Two states, California and Virginia have already passed similar data privacy laws while several others are currently considering similar pieces of legislation.
Stepanovich says more steps are stepping up to act because the federal government has not been able to pass meaningful tech laws in years. Until Congress can come together on reforms, she believes this will continue to be the trend.
However, there are two portions of the bill Stepanovich is concerned with. First, a portion of the bill does away with local preemption for cities and counties that passed ordinances on the processing of personal data.
She believes local ordinances can be an important test for new laws and points out that city councils can pass rules much quicker than the state for a tech industry that’s constantly evolving.
“If something happens at the local level and it’s successful that can be sucked up into a state law which could then be into a federal law
Another portion of the bill she is concerned with deals with private right of action or allowing consumers to sue if their rights have been violated; the current bill foesn’t allow for that.
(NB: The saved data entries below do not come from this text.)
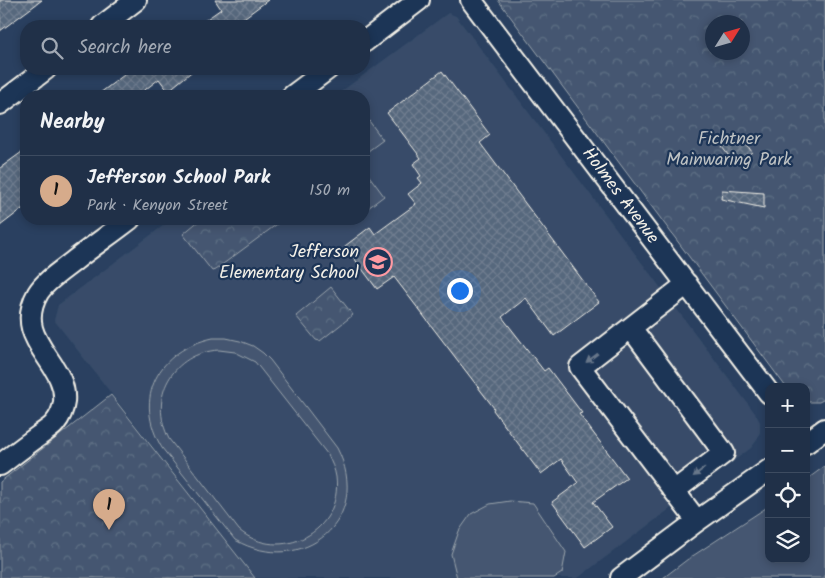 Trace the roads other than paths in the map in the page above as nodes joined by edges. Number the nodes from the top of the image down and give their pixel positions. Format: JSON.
{"nodes":[{"id":1,"x":136,"y":0,"type":"edge"},
{"id":2,"x":419,"y":0,"type":"edge"},
{"id":3,"x":471,"y":0,"type":"edge"},
{"id":4,"x":110,"y":20,"type":"edge"},
{"id":5,"x":370,"y":37,"type":"edge"},
{"id":6,"x":38,"y":75,"type":"edge"},
{"id":7,"x":320,"y":75,"type":"edge"},
{"id":8,"x":300,"y":90,"type":"edge"},
{"id":9,"x":0,"y":104,"type":"edge"},
{"id":10,"x":122,"y":225,"type":"edge"},
{"id":11,"x":687,"y":284,"type":"junction"},
{"id":12,"x":630,"y":328,"type":"junction"},
{"id":13,"x":765,"y":388,"type":"edge"},
{"id":14,"x":825,"y":429,"type":"edge"},
{"id":15,"x":810,"y":440,"type":"edge"},
{"id":16,"x":0,"y":465,"type":"edge"},
{"id":17,"x":765,"y":473,"type":"edge"},
{"id":18,"x":674,"y":491,"type":"junction"},
{"id":19,"x":697,"y":521,"type":"junction"},
{"id":20,"x":621,"y":578,"type":"edge"}],
"edges":[{"from":1,"to":4,"type":"street"},
{"from":2,"to":5,"type":"street"},
{"from":3,"to":11,"type":"street","name":"Holmes Avenue"},
{"from":6,"to":9,"type":"street"},
{"from":7,"to":8,"type":"street"},
{"from":10,"to":16,"type":"street"},
{"from":11,"to":12,"type":"street"},
{"from":11,"to":13,"type":"street","name":"Holmes Avenue"},
{"from":12,"to":18,"type":"street","one_way":true},
{"from":12,"to":18,"type":"street","one_way":true},
{"from":14,"to":15,"type":"street"},
{"from":17,"to":19,"type":"street"},
{"from":18,"to":19,"type":"street"},
{"from":19,"to":20,"type":"street"}]} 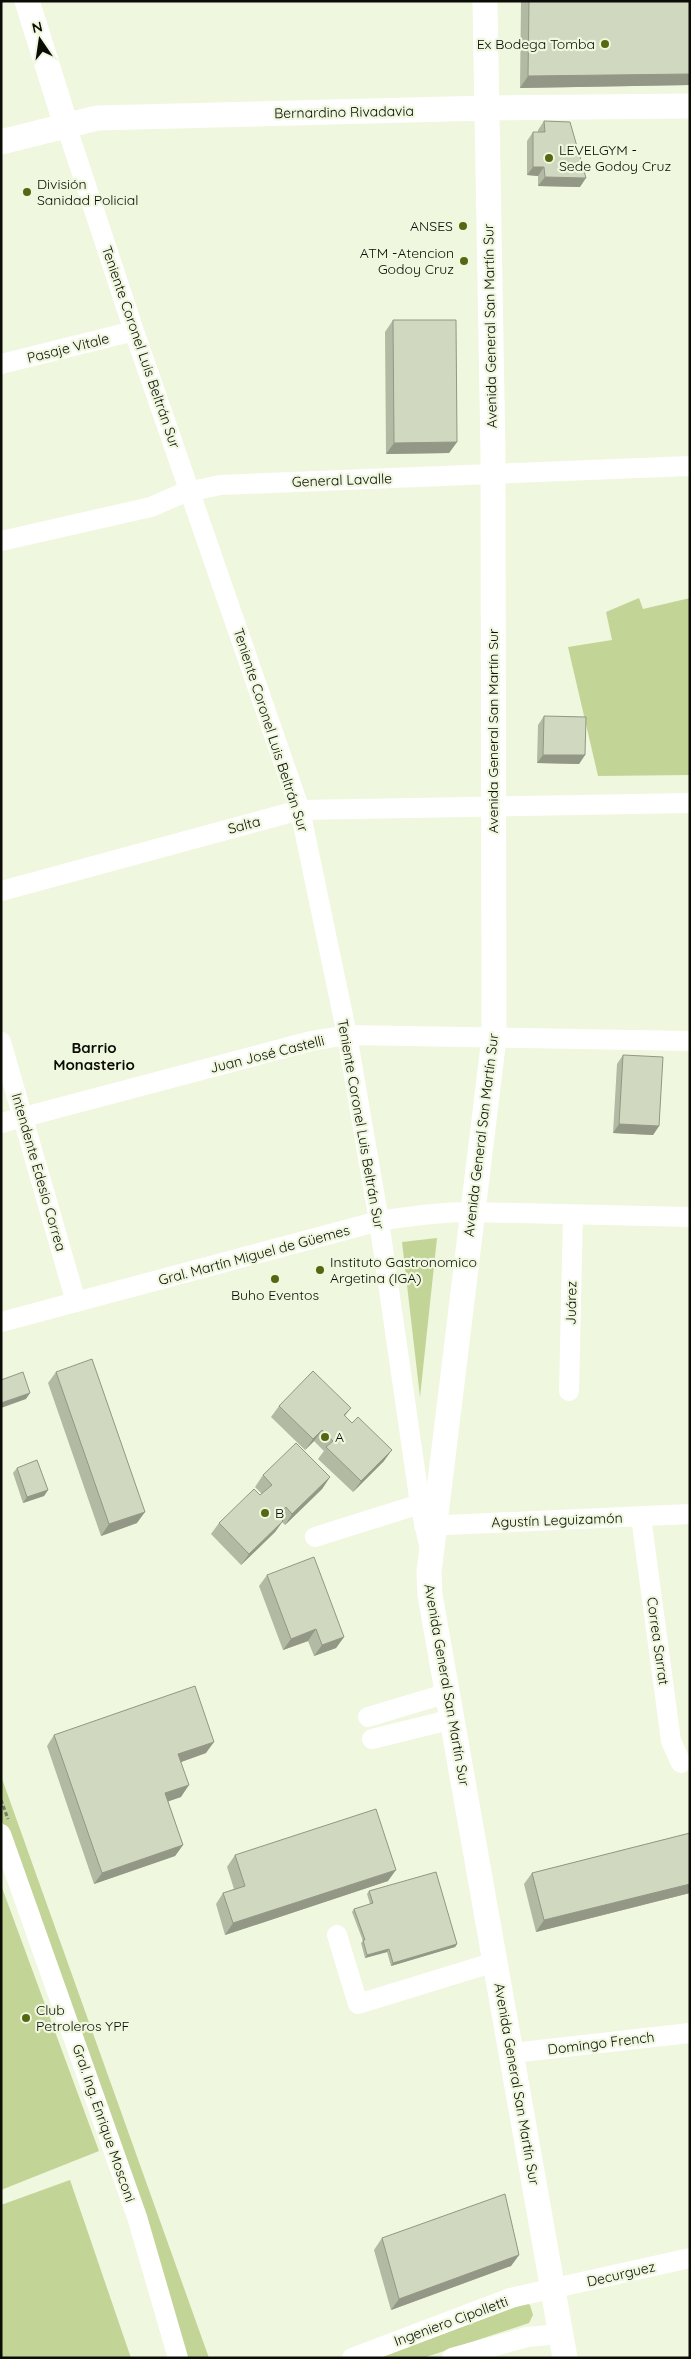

Instead, consumers would have to go through the Attorney General’s office for privacy violations.
The bill already passed senate unanimously and was heard in a house finance committee Tuesday.
Dating Apps and Auto-renewal Subscriptions
A second tech bill works in two parts and would offer more leeway for people who subscribe to dating services and people involved in auto-renewal subscription services.
The first part of House Bill 1239 would require in-person and online dating services to allow consumers to have a three-day grace period to cancel their memberships not including weekends or holidays.
The contracts also must include allowances for cancellation in the event of death or disability or if the buyer moved to an area not covered by the dating service.
Rep. Cathy Kipp, D-Fort Collins, is the bill’s co-sponsor. She’s been married for more than 30 years and says she’s never tried an online dating site but has plenty of constituents who have. Some of them have had good experiences and others told her they felt like they were taken advantage of.
The bill also requires companies to have an online section talking about dating safety awareness and a way for consumers to report issues/concerns with the service.
The second portion of the bill requires subscription services to provide 25-40 day warning before auto-renewing a service and billing the consumer and receiving affirmative consent before doing so.
It also requires the companies to provide written acknowledgment of the terms of service.
The bill would apply to big companies like Netflix and Amazon memberships but also smaller companies like magazine or newspaper subscriptions, wine of the month clubs.
Kipp has had these auto-renewals happen to her and believes customers at least deserve to be notified before being charged.
“To just take the money out of my account, I mean, I might have chosen to renew anyway, but not having that option I thought was problematic,” she said. “They have to give you an easy way to opt out of that auto renewal as well.”
The bill does not apply to banks, insurance companies, airlines or cable television providers. If a consumer feels their rights have been violated, they would have to take their complaints to the Attorney General’s office, which could then impose a civil penalty on the company.
HB 1239 passed the state legislature with Democrats voting for it and Republicans mainly voting against it and now awaits the governor’s signature.